Thank you, Mothers.
Mothers. Oh, Mothers.
Had I known what it takes to be one of you I would have bowed down each time I met a member of your incredible tribe.
They say motherhood changes you, which may be the biggest understatement on record.
You are not changed by motherhood, you are utterly transformed. Stripped of who you were (What the hell did you do with all that free time you used to have?), thrown into the fire, melted down to your core and built up again into someone you don't recognize.
Someone who can do 13 things at once on 3 1/2 hours sleep. Someone who can show love and care and tenderness while utterly confused as to who they now are. Someone who's heart has never been so wide open and is managing the biggest vulnerability hangover of their lives. Someone who adores their child and would kill for 20 minutes when she's not being sucked on or clung to.

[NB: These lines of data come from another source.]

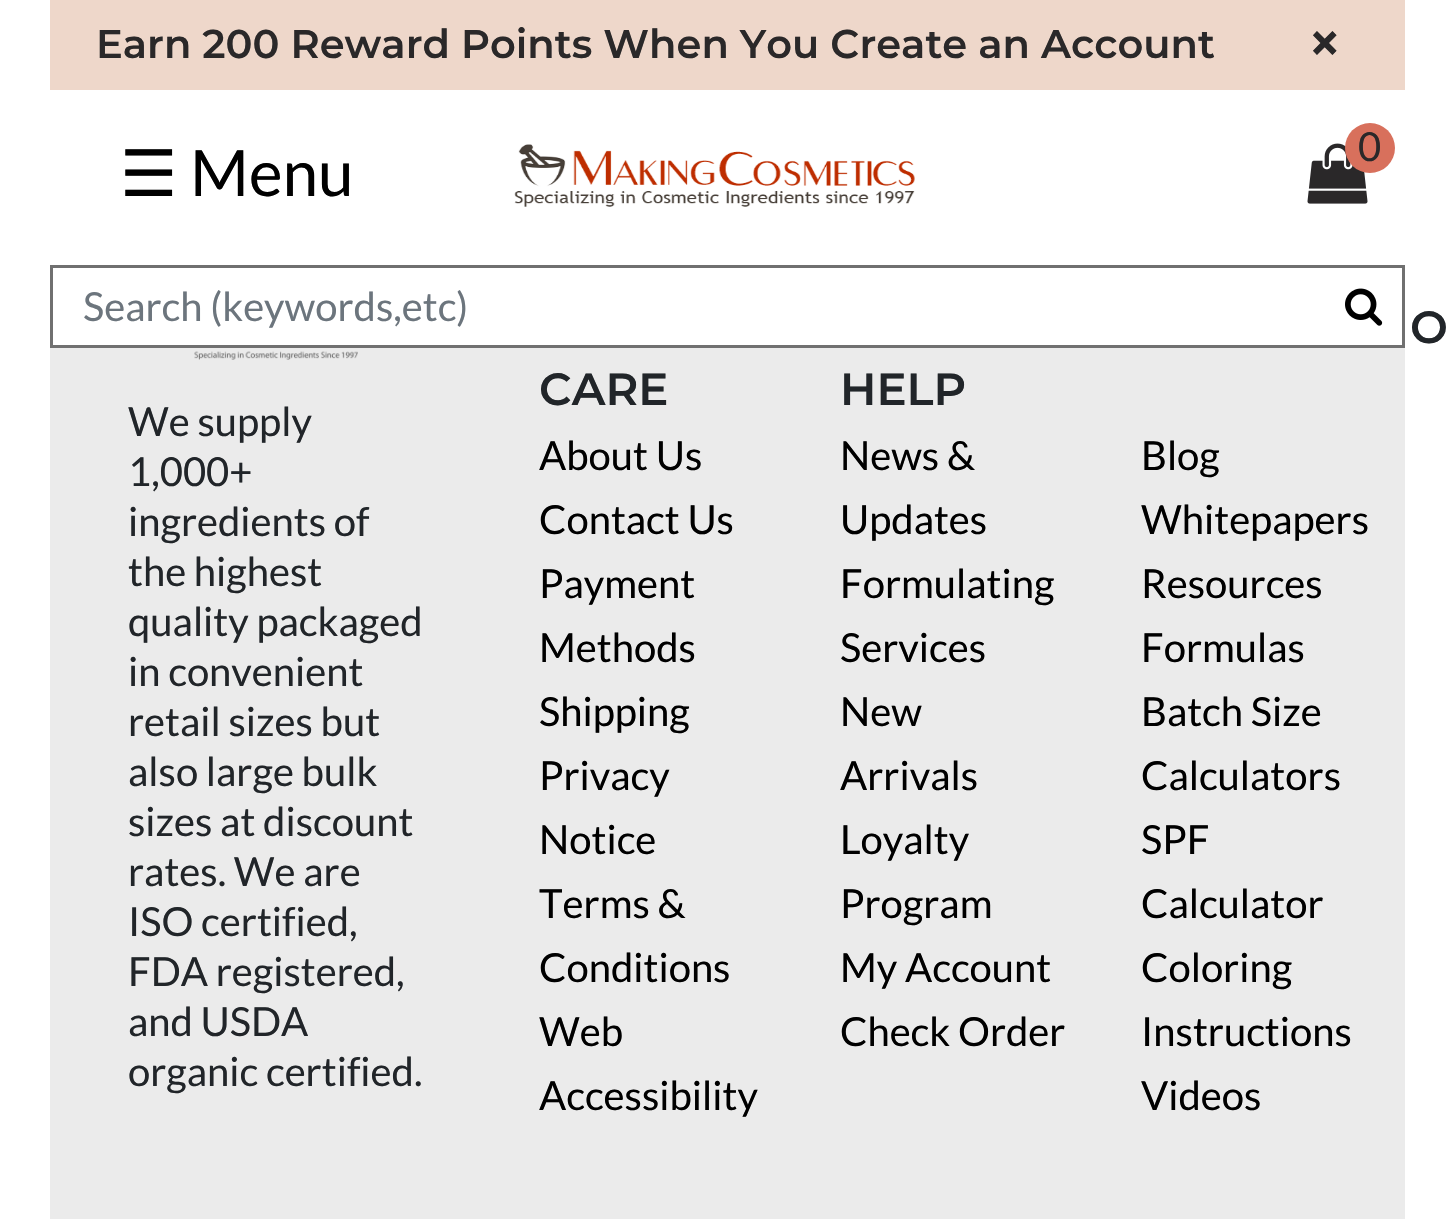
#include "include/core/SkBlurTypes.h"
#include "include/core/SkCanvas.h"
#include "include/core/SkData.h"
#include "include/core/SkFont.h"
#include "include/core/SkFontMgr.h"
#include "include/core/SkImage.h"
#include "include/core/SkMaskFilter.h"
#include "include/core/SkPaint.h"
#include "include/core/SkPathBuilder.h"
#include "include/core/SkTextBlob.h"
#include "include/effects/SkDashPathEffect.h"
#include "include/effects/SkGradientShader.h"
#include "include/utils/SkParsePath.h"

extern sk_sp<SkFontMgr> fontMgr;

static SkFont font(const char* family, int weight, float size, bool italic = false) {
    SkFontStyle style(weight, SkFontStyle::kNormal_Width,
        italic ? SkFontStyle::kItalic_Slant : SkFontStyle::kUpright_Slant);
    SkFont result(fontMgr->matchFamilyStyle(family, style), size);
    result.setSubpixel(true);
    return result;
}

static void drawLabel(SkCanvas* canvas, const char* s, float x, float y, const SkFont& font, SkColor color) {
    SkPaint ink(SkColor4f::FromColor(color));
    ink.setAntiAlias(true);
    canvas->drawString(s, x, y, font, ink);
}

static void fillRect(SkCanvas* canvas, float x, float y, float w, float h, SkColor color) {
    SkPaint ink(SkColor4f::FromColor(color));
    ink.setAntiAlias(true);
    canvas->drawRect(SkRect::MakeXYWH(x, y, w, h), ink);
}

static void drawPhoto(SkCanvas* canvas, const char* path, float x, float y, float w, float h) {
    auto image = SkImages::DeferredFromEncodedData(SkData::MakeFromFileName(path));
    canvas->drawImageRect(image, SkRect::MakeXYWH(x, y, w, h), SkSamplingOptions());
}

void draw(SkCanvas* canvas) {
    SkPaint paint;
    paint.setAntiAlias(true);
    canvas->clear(0xFFFFFFFF);
    fillRect(canvas, 50, 0, 1355, 90, 0xFFEED7CA);
    SkFont font1 = font("Montserrat", 600, 40);
    drawLabel(canvas, "Earn 200 Reward Points When You Create an Account", 96, 58, font1, 0xFF2A2829);
    SkFont font2 = font("Montserrat", 600, 60);
    drawLabel(canvas, "×", 1307, 64, font2, 0xFF2A2829);
    SkFont font3 = font("DejaVu Sans", 400, 64);
    drawLabel(canvas, "☰", 120, 196, font3, 0xFF000000);
    SkFont font4 = font("Lato", 400, 64);
    drawLabel(canvas, "Menu", 190, 196, font4, 0xFF000000);
    drawPhoto(canvas, "assets/img1.png", 1307, 143, 61, 61);
    paint.setColor(0xFFD8705C);
    canvas->drawCircle(1370, 148, 25, paint);
    SkFont font5 = font("Lato", 400, 40);
    drawLabel(canvas, "0", 1358, 161, font5, 0xFF2A2829);
    drawPhoto(canvas, "assets/img2.png", 514, 144, 401, 63);
    paint.setStroke(true);
    paint.setStrokeWidth(3);
    paint.setColor(0xFF707070);
    canvas->drawRect(SkRect::MakeXYWH(51.5f, 266.5f, 1352, 80), paint);
    drawLabel(canvas, "Search (keywords,etc)", 83, 321, font5, 0xFF6C757D);
    drawPhoto(canvas, "assets/img3.png", 1345, 288, 38, 38);
    fillRect(canvas, 50, 348, 1355, 871, 0xFFEBEBEB);
    drawPhoto(canvas, "assets/img4.png", 194, 351, 164, 9);
    drawLabel(canvas, "We supply", 128, 436, font5, 0xFF212529);
    drawLabel(canvas, "1,000+", 128, 486, font5, 0xFF212529);
    drawLabel(canvas, "ingredients of", 128, 536, font5, 0xFF212529);
    drawLabel(canvas, "the highest", 128, 586, font5, 0xFF212529);
    drawLabel(canvas, "quality packaged", 128, 636, font5, 0xFF212529);
    drawLabel(canvas, "in convenient", 128, 686, font5, 0xFF212529);
    drawLabel(canvas, "retail sizes but", 128, 736, font5, 0xFF212529);
    drawLabel(canvas, "also large bulk", 128, 786, font5, 0xFF212529);
    drawLabel(canvas, "sizes at discount", 128, 836, font5, 0xFF212529);
    drawLabel(canvas, "rates. We are", 128, 886, font5, 0xFF212529);
    drawLabel(canvas, "ISO certified,", 128, 936, font5, 0xFF212529);
    drawLabel(canvas, "FDA registered,", 128, 986, font5, 0xFF212529);
    drawLabel(canvas, "and USDA", 128, 1036, font5, 0xFF212529);
    drawLabel(canvas, "organic certified.", 128, 1086, font5, 0xFF212529);
    SkFont font6 = font("Montserrat", 600, 45);
    drawLabel(canvas, "CARE", 539, 405, font6, 0xFF212529);
    drawLabel(canvas, "About Us", 539, 470, font5, 0xFF000000);
    drawLabel(canvas, "Contact Us", 539, 534, font5, 0xFF000000);
    drawLabel(canvas, "Payment", 539, 598, font5, 0xFF000000);
    drawLabel(canvas, "Methods", 539, 662, font5, 0xFF000000);
    drawLabel(canvas, "Shipping", 539, 726, font5, 0xFF000000);
    drawLabel(canvas, "Privacy", 539, 790, font5, 0xFF000000);
    drawLabel(canvas, "Notice", 539, 854, font5, 0xFF000000);
    drawLabel(canvas, "Terms &", 539, 918, font5, 0xFF000000);
    drawLabel(canvas, "Conditions", 539, 982, font5, 0xFF000000);
    drawLabel(canvas, "Web", 539, 1046, font5, 0xFF000000);
    drawLabel(canvas, "Accessibility", 539, 1110, font5, 0xFF000000);
    drawLabel(canvas, "HELP", 840, 405, font6, 0xFF212529);
    drawLabel(canvas, "News &", 840, 470, font5, 0xFF000000);
    drawLabel(canvas, "Updates", 840, 534, font5, 0xFF000000);
    drawLabel(canvas, "Formulating", 840, 598, font5, 0xFF000000);
    drawLabel(canvas, "Services", 840, 662, font5, 0xFF000000);
    drawLabel(canvas, "New", 840, 726, font5, 0xFF000000);
    drawLabel(canvas, "Arrivals", 840, 790, font5, 0xFF000000);
    drawLabel(canvas, "Loyalty", 840, 854, font5, 0xFF000000);
    drawLabel(canvas, "Program", 840, 918, font5, 0xFF000000);
    drawLabel(canvas, "My Account", 840, 982, font5, 0xFF000000);
    drawLabel(canvas, "Check Order", 840, 1046, font5, 0xFF000000);
    drawLabel(canvas, "O", 1410, 343, font6, 0xFF212529);
    drawLabel(canvas, "Blog", 1141, 470, font5, 0xFF000000);
    drawLabel(canvas, "Whitepapers", 1141, 534, font5, 0xFF000000);
    drawLabel(canvas, "Resources", 1141, 598, font5, 0xFF000000);
    drawLabel(canvas, "Formulas", 1141, 662, font5, 0xFF000000);
    drawLabel(canvas, "Batch Size", 1141, 726, font5, 0xFF000000);
    drawLabel(canvas, "Calculators", 1141, 790, font5, 0xFF000000);
    drawLabel(canvas, "SPF", 1141, 854, font5, 0xFF000000);
    drawLabel(canvas, "Calculator", 1141, 918, font5, 0xFF000000);
    drawLabel(canvas, "Coloring", 1141, 982, font5, 0xFF000000);
    drawLabel(canvas, "Instructions", 1141, 1046, font5, 0xFF000000);
    drawLabel(canvas, "Videos", 1141, 1110, font5, 0xFF000000);
}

I've been a mother for 13 weeks and 5 days now. Long enough to know that life will never be the same. Long enough to be humbled over and over again by what mothers do on the daily to keep their children alive and themselves relatively sane. Long enough to thank gawd for the women and mothers who've come before me to light the way with their knowledge and love and to remind me that THIS, this resilience, this learning, this struggle, this joy, this courage, this wide-open love, THIS is what life is all about.
On this day of the Mother, THANK YOU dearest mothers. Thank you for your guidance. Thank you for your understanding and knowing looks. And thank you for letting me into your tribe. I was a reluctant joiner. Thank you for saving a place for me.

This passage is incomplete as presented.